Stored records
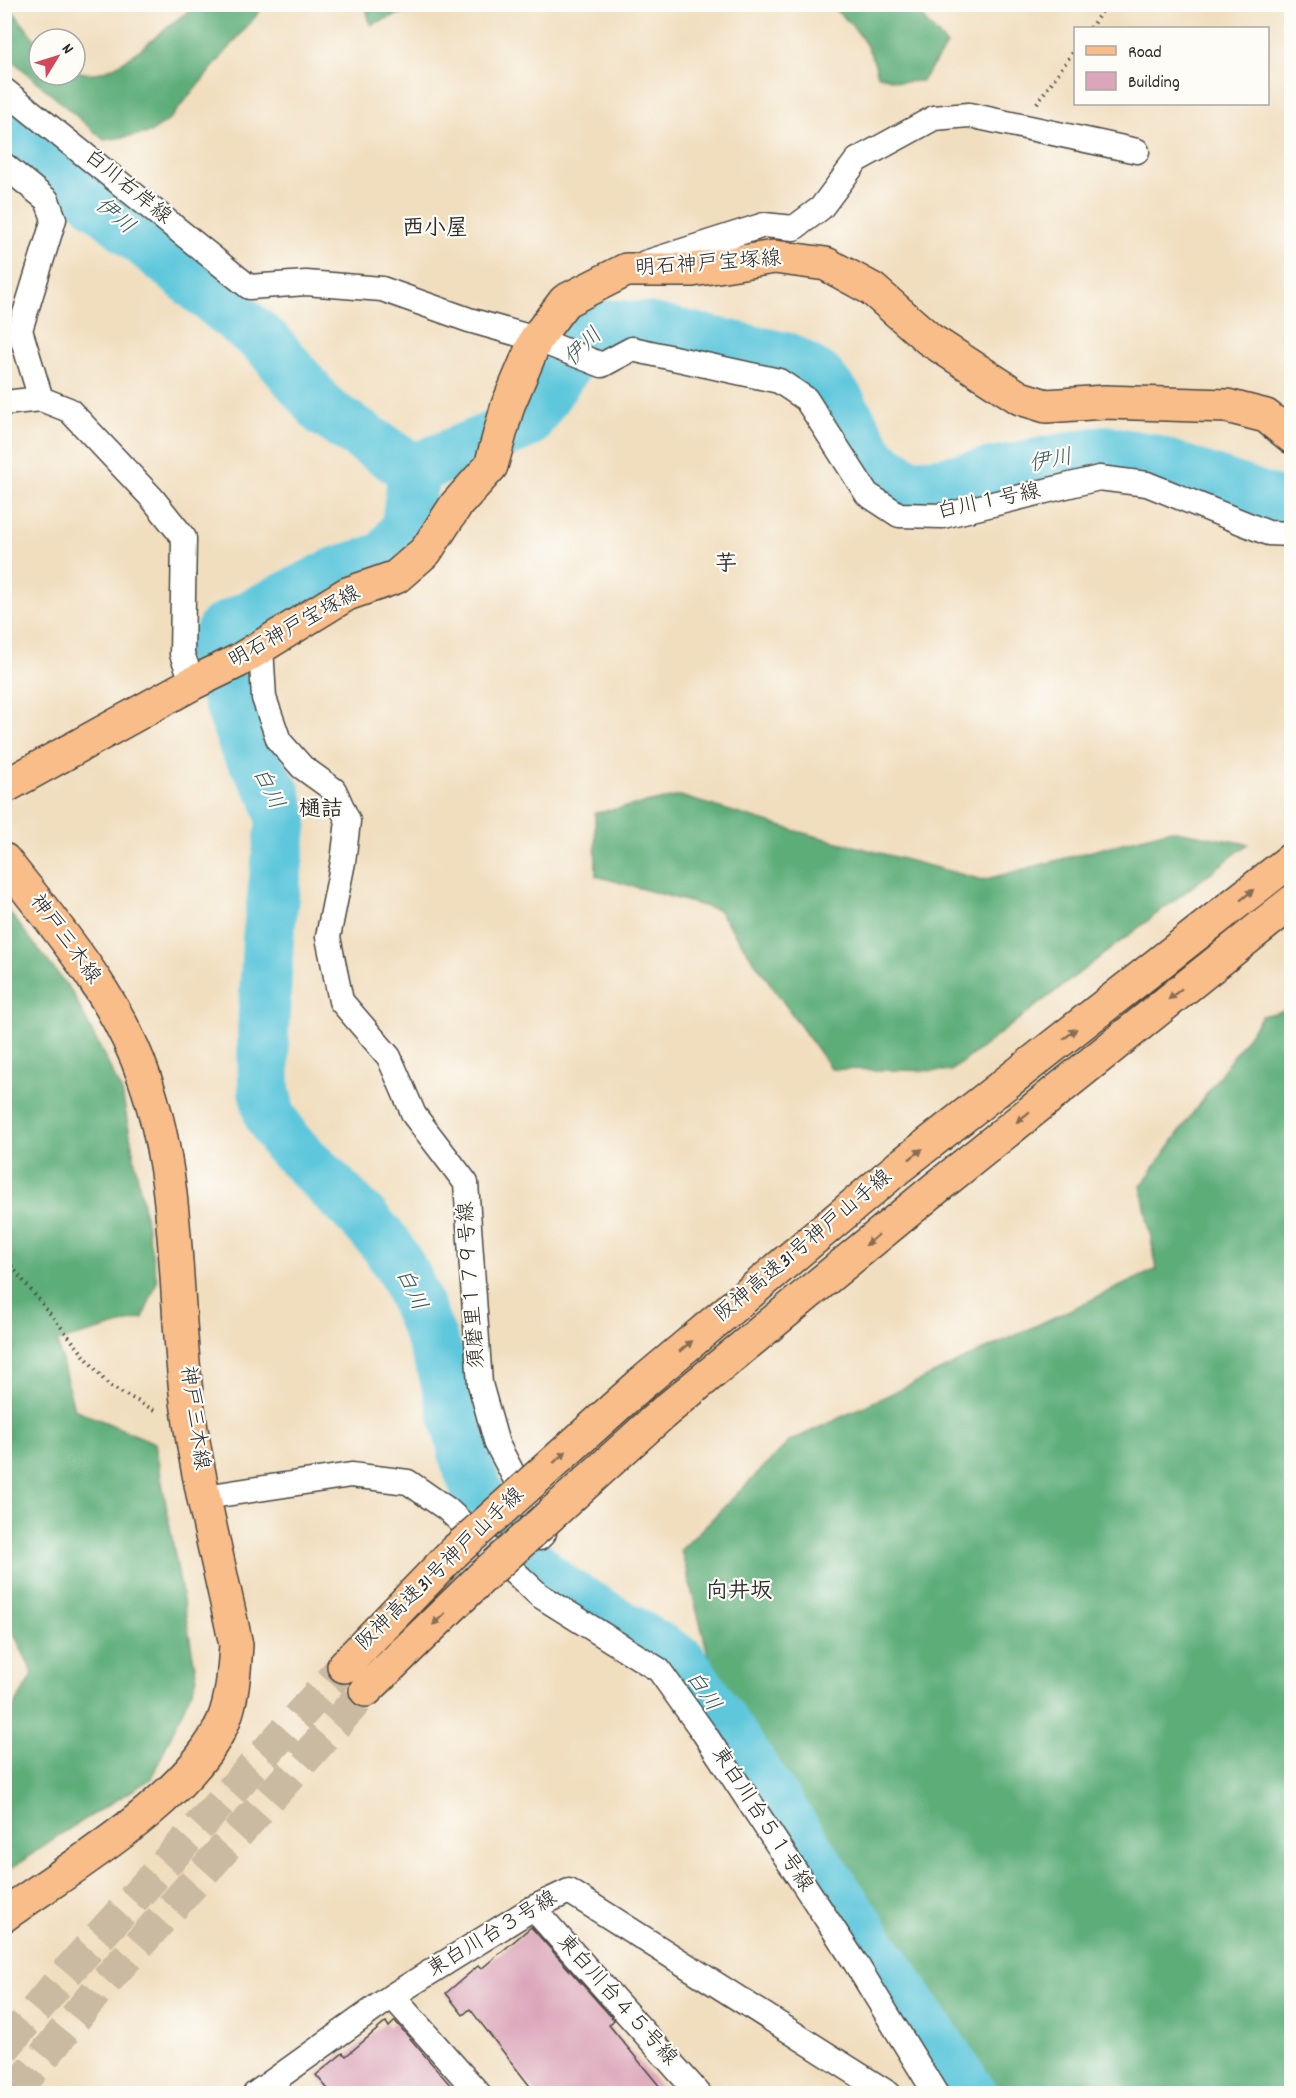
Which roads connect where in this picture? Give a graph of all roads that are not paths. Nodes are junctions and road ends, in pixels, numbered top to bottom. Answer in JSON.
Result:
{"nodes":[{"id":1,"x":5,"y":91,"type":"edge"},
{"id":2,"x":1137,"y":151,"type":"dead end"},
{"id":3,"x":4,"y":165,"type":"edge"},
{"id":4,"x":626,"y":270,"type":"junction"},
{"id":5,"x":536,"y":339,"type":"junction"},
{"id":6,"x":41,"y":399,"type":"junction"},
{"id":7,"x":4,"y":403,"type":"edge"},
{"id":8,"x":1292,"y":437,"type":"edge"},
{"id":9,"x":1292,"y":534,"type":"edge"},
{"id":10,"x":249,"y":654,"type":"junction"},
{"id":11,"x":193,"y":682,"type":"junction"},
{"id":12,"x":4,"y":787,"type":"edge"},
{"id":13,"x":1292,"y":859,"type":"edge"},
{"id":14,"x":4,"y":860,"type":"edge"},
{"id":15,"x":1292,"y":902,"type":"edge"},
{"id":16,"x":205,"y":1497,"type":"junction"},
{"id":17,"x":495,"y":1572,"type":"junction"},
{"id":18,"x":344,"y":1666,"type":"tunnel mouth"},
{"id":19,"x":366,"y":1690,"type":"tunnel mouth"},
{"id":20,"x":533,"y":1908,"type":"junction"},
{"id":21,"x":4,"y":1915,"type":"edge"},
{"id":22,"x":392,"y":1996,"type":"junction"},
{"id":23,"x":255,"y":2094,"type":"edge"},
{"id":24,"x":479,"y":2094,"type":"edge"},
{"id":25,"x":699,"y":2094,"type":"edge"},
{"id":26,"x":889,"y":2094,"type":"edge"},
{"id":27,"x":936,"y":2094,"type":"edge"}],
"edges":[{"from":1,"to":5,"type":"street","name":"白川右岸線"},
{"from":2,"to":4,"type":"street"},
{"from":3,"to":6,"type":"street"},
{"from":4,"to":5,"type":"main road","name":"明石神戸宝塚線"},
{"from":4,"to":8,"type":"main road","name":"明石神戸宝塚線"},
{"from":5,"to":9,"type":"street","name":"白川１号線"},
{"from":5,"to":10,"type":"main road","name":"明石神戸宝塚線"},
{"from":6,"to":7,"type":"street"},
{"from":6,"to":11,"type":"street"},
{"from":10,"to":11,"type":"main road","name":"明石神戸宝塚線"},
{"from":10,"to":17,"type":"street","name":"須磨里１７９号線"},
{"from":11,"to":12,"type":"main road","name":"明石神戸宝塚線"},
{"from":18,"to":13,"type":"main road","name":"阪神高速31号神戸山手線","one_way":true,"bridge":true},
{"from":14,"to":16,"type":"main road","name":"神戸三木線"},
{"from":15,"to":17,"type":"main road","name":"阪神高速31号神戸山手線","one_way":true,"bridge":true},
{"from":16,"to":17,"type":"street","name":"東白川台５１号線"},
{"from":16,"to":21,"type":"main road","name":"神戸三木線"},
{"from":17,"to":19,"type":"main road","name":"阪神高速31号神戸山手線","one_way":true},
{"from":17,"to":27,"type":"street","name":"東白川台５１号線"},
{"from":20,"to":22,"type":"street","name":"東白川台３号線"},
{"from":20,"to":25,"type":"street","name":"東白川台４５号線"},
{"from":20,"to":26,"type":"street","name":"東白川台３号線"},
{"from":22,"to":23,"type":"street","name":"東白川台３号線"},
{"from":22,"to":24,"type":"street"}]}
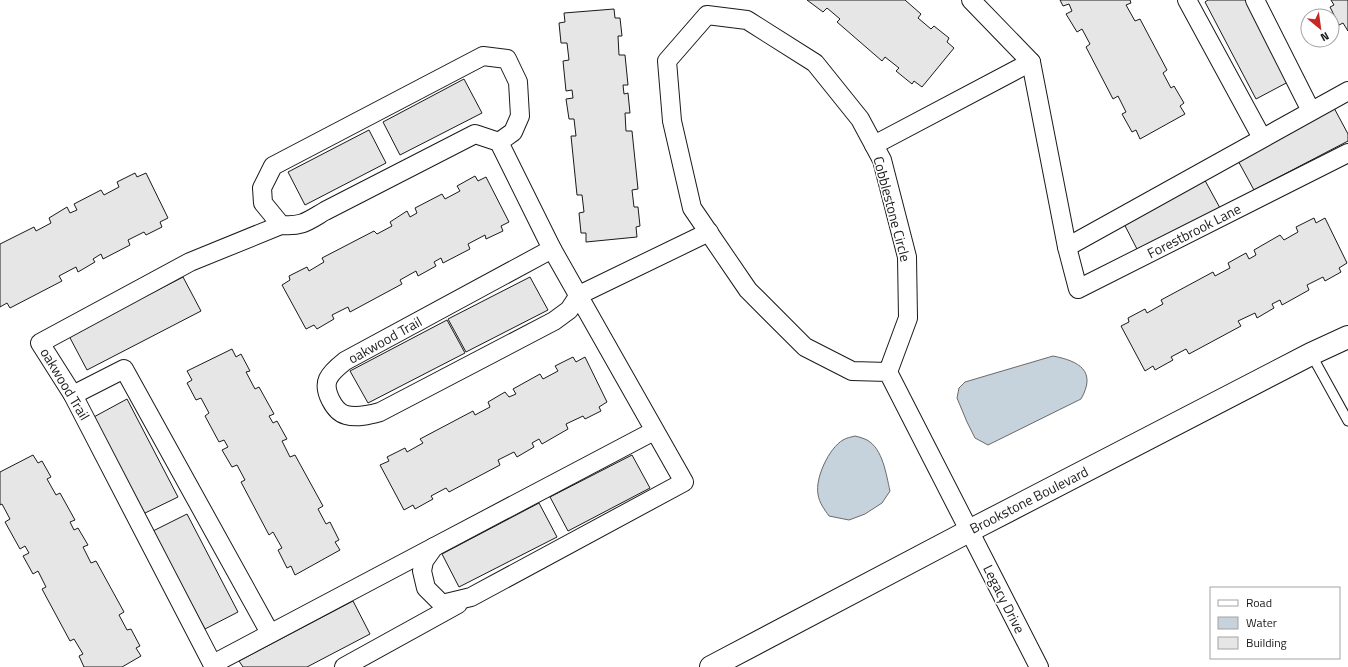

**Prompt:** Repeat the data in full and exactly. Omit pictures.

**Exercise result:**
Which roads connect where in this picture? Give a graph of all roads that are not paths. Nodes are junctions and road ends, in pixels, numbered top to bottom. Answer in JSON.
Result:
{"nodes":[{"id":1,"x":5,"y":91,"type":"edge"},
{"id":2,"x":1137,"y":151,"type":"dead end"},
{"id":3,"x":4,"y":165,"type":"edge"},
{"id":4,"x":626,"y":270,"type":"junction"},
{"id":5,"x":536,"y":339,"type":"junction"},
{"id":6,"x":41,"y":399,"type":"junction"},
{"id":7,"x":4,"y":403,"type":"edge"},
{"id":8,"x":1292,"y":437,"type":"edge"},
{"id":9,"x":1292,"y":534,"type":"edge"},
{"id":10,"x":249,"y":654,"type":"junction"},
{"id":11,"x":193,"y":682,"type":"junction"},
{"id":12,"x":4,"y":787,"type":"edge"},
{"id":13,"x":1292,"y":859,"type":"edge"},
{"id":14,"x":4,"y":860,"type":"edge"},
{"id":15,"x":1292,"y":902,"type":"edge"},
{"id":16,"x":205,"y":1497,"type":"junction"},
{"id":17,"x":495,"y":1572,"type":"junction"},
{"id":18,"x":344,"y":1666,"type":"tunnel mouth"},
{"id":19,"x":366,"y":1690,"type":"tunnel mouth"},
{"id":20,"x":533,"y":1908,"type":"junction"},
{"id":21,"x":4,"y":1915,"type":"edge"},
{"id":22,"x":392,"y":1996,"type":"junction"},
{"id":23,"x":255,"y":2094,"type":"edge"},
{"id":24,"x":479,"y":2094,"type":"edge"},
{"id":25,"x":699,"y":2094,"type":"edge"},
{"id":26,"x":889,"y":2094,"type":"edge"},
{"id":27,"x":936,"y":2094,"type":"edge"}],
"edges":[{"from":1,"to":5,"type":"street","name":"白川右岸線"},
{"from":2,"to":4,"type":"street"},
{"from":3,"to":6,"type":"street"},
{"from":4,"to":5,"type":"main road","name":"明石神戸宝塚線"},
{"from":4,"to":8,"type":"main road","name":"明石神戸宝塚線"},
{"from":5,"to":9,"type":"street","name":"白川１号線"},
{"from":5,"to":10,"type":"main road","name":"明石神戸宝塚線"},
{"from":6,"to":7,"type":"street"},
{"from":6,"to":11,"type":"street"},
{"from":10,"to":11,"type":"main road","name":"明石神戸宝塚線"},
{"from":10,"to":17,"type":"street","name":"須磨里１７９号線"},
{"from":11,"to":12,"type":"main road","name":"明石神戸宝塚線"},
{"from":18,"to":13,"type":"main road","name":"阪神高速31号神戸山手線","one_way":true,"bridge":true},
{"from":14,"to":16,"type":"main road","name":"神戸三木線"},
{"from":15,"to":17,"type":"main road","name":"阪神高速31号神戸山手線","one_way":true,"bridge":true},
{"from":16,"to":17,"type":"street","name":"東白川台５１号線"},
{"from":16,"to":21,"type":"main road","name":"神戸三木線"},
{"from":17,"to":19,"type":"main road","name":"阪神高速31号神戸山手線","one_way":true},
{"from":17,"to":27,"type":"street","name":"東白川台５１号線"},
{"from":20,"to":22,"type":"street","name":"東白川台３号線"},
{"from":20,"to":25,"type":"street","name":"東白川台４５号線"},
{"from":20,"to":26,"type":"street","name":"東白川台３号線"},
{"from":22,"to":23,"type":"street","name":"東白川台３号線"},
{"from":22,"to":24,"type":"street"}]}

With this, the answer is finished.